The quality of the prose (yeah, "prose") is probably GBH’s biggest strength, but the novel nature of the protagonist is the real winner. Ralph Fiennes excels at comedy in this pic, and there's a lot of joy wrung from the contrast between his role’s incredibly formal and mannered nature and the way that he often just breaks down and says "oh f—k it" every now and then. It should get old or seem like a cheap reused trick, but the blessing of this story and this cast is that it never does. I’ve seen Fiennes in many movies, and never knew he could be funny like this...

It's also interesting that the movie is harder to judge because it simply whips by so fast. While there are certain slower sequences and some long scenes, we're talking about a movie that's constantly bringing a new character into the frame, or weaving some new thread onto the already considerable pile of plots going on here. The same structure that I described at the beginning - that we're watching a story about a story about the telling of a story - is reflected in the numerous plots and subplots that hit the viewer in the face as if they were tied to the windshield of a car going 40 MPH.

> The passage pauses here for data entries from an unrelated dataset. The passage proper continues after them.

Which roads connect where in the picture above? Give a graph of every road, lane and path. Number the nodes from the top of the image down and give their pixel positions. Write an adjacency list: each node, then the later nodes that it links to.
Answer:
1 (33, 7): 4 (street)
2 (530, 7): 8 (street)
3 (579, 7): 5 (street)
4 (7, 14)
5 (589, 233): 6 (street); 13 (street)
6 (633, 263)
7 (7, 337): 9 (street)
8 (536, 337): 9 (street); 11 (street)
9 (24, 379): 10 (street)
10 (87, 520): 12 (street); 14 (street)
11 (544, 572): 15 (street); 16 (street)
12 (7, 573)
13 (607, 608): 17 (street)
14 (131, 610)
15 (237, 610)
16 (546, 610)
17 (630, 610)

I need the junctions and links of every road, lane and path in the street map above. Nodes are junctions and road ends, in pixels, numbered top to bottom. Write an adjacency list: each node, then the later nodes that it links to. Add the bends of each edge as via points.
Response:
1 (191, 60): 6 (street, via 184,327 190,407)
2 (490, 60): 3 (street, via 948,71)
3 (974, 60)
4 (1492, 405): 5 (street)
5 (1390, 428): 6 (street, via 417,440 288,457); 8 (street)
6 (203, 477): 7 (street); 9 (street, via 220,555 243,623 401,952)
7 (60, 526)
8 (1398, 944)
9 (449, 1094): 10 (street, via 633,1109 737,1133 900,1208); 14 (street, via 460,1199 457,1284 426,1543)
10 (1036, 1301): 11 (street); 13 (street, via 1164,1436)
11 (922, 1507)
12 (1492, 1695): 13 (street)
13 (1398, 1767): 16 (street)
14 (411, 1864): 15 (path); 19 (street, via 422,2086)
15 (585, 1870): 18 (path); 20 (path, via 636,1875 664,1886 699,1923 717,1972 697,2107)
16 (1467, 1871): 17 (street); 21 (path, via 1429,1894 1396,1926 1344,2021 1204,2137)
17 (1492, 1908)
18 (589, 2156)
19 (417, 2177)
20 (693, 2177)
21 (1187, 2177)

And the elements that the movie adds, like a cook stirring in oregano or basil, are always in some way fantastical. When they're rooms, they're intricately- or magnificently-appointed. When they're plots, they're both simple and complicated. When they're characters, they have the most eye-catching wardrobe sensibilities, for better and for worse. And the people playing those roles often have just as strong an impact, because you know them all already and their inclusion jars the viewer. Owen Wilson and Fisher Stevens and Jason Schwartzman and Bob Balaban show up for like 5 seconds apiece, as if that weren’t totally distracting, and there are many other familiar faces that only show up for 10 seconds, or just one full minute.

I wonder if perhaps all these bright, drab, or brightly-drab additions may daze the audience, making them like a cat watching a whole bag of marbles spill off of a table and onto a tile floor.

But if that’s the case, and this movie is just a trifle that feels deep because of a bunch of bs, then at least it’s a weighty-feeling bs trifle that feels lovingly hand-crafted. I'll have to write an extra post about this pic just to cover some of its connections to other movies - because there are so many of them, and so much metatextual material is going on here. Two of the title cards - which look like some 6 year-old made them - lead into two of the most beautiful shots I have ever seen in my whole life. And I had to put a hand over my mouth during the early scenes where Fiennes stops to obsess over his lover’s nails, and when he discusses skin creams with her corpse; I was laughing too hard and it was very late at night.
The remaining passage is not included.